A racionalidade só não implica o egoísmo. O altruísta pode agir
racionalmente, quer dizer buscar os meios os mais eficazes para atingir seus
objetivos: o bem estar do outro. É unicamente a associação da racionalidade e da
independência que implica o egoísmo. Um indivíduo estritamente independente em
nada é afetado pelo outro; se for racional, ele só age por ele mesmo e para ele
mesmo: é egoísta. Se não tiver um comportamento egoísta, é ou porque ele perdeu
a razão, ou porque seu comportamento tem unicamente a aparência do altruísmo e
reflete em verdade seu “interesse bem entendido”.

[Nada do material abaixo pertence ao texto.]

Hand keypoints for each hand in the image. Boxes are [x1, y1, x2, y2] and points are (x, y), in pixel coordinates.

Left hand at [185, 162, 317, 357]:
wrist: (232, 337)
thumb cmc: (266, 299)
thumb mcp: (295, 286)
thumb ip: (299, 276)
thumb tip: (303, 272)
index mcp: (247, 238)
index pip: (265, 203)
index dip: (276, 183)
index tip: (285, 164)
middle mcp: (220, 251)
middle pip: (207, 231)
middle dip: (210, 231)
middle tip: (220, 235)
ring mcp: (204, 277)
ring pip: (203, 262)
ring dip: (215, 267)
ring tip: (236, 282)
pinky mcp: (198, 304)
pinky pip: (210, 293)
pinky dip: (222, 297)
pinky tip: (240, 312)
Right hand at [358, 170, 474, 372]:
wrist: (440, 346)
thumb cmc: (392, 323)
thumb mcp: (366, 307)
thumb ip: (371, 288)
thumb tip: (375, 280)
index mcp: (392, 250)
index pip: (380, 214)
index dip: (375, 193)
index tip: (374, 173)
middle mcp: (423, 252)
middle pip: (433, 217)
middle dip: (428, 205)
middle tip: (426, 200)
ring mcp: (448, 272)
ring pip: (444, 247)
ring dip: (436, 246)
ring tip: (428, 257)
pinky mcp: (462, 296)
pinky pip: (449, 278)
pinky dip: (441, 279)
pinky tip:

A NEGAÇÃO DO ALTRUÍSMO AUTÊNTICO


A idéia de que o interesse pessoal é o motor exclusivo da ação humana é
tão velha como a filosofia (assim como sua contestação). Ela progride mais
especialmente a partir do século XVI, por causa do mercantilismo e da emergência
de um pensamento econômico independente da teologia e da moral; ela é
encontrada também no pensamento de Maquiavel. Hobbes a afirma com mais força:
“Não buscamos companheiros por algum instinto dado pela natureza; é por
causa da honra e da utilidade que eles nos trazem.(...) Se for para o comércio, o
interesse próprio é o fundamento dessa sociedade; e não é pelo prazer da
companhia que as pessoas se reúnem, mas sim para o progresso dos seus
negócios particulares.”12
Tal concepção, ontem como hoje, choca o senso comum que reconhece
como uma evidência a existência de motivações altruístas, por exemplo nas relações
amorosa e amigáveis. Muitos moralistas (por exemplo, La Rochefoucauld, Bernard
Mandeville) tentaram recusar essa objeção dizendo que podemos ser extremamente
benevolentes mas para tirar alguma vantagem. Mas por que toda cultura humana
desenvolve uma moral que reprova os comportamentos estritamente egoístas e
louva o altruísmo. Mandeville responde a isso na Fábua das abelhas em 1714.
Segundo ele, o interesse bem entendido que nos leva para comportamentos
aparentemente altruístas inclui o prazer que sentimos em admirar a nos mesmos e
ser admirados pelos outros. O orgulho sendo para Mandeville uma das

12
HOBBES, O cidadão, citado por GÉNÉREUX, Ibid p. 218, de quem reproduzo as passagens
sublinhadas
43

manifestações mais vivas de nosso amor próprio, ele pode justificar um dom de si
sem contrapartida material, mas que nos dá uma recompensa ainda maior: a
contemplação narcisista de si mesmo no olhar dos outros. Fazemos de conta que
somos bons para ser admiráveis e admirados. A moral é uma invenção genial e
cínica dos legisladores para obter barato a docilidade dos indivíduos ordinários: em
troca de seus esforços para temperar seus apetites e de preocupar-se do bem
comum, esses recebem somente a bajulação social, o reconhecimento puramente
convencional que eles são “pessoas de bem”. Os moralistas pouco ligavam para o
bem publico. Era no seu interesse, sempre segundo Mandeville, de “encorajar o
devotamento ao bem publico que lhes permitia de se beneficiar do fruto do trabalho
e da abnegação dos outros e, ao mesmo tempo, ser mais tranqüilos para entregar-
se ao seus apetites.”
O que impressiona, na teoria do egoísmo, é seu caráter absoluto. Não
pode existir no indivíduo outro sentimento a não ser o amor próprio e nenhuma outra
finalidade a não ser o interesse próprio.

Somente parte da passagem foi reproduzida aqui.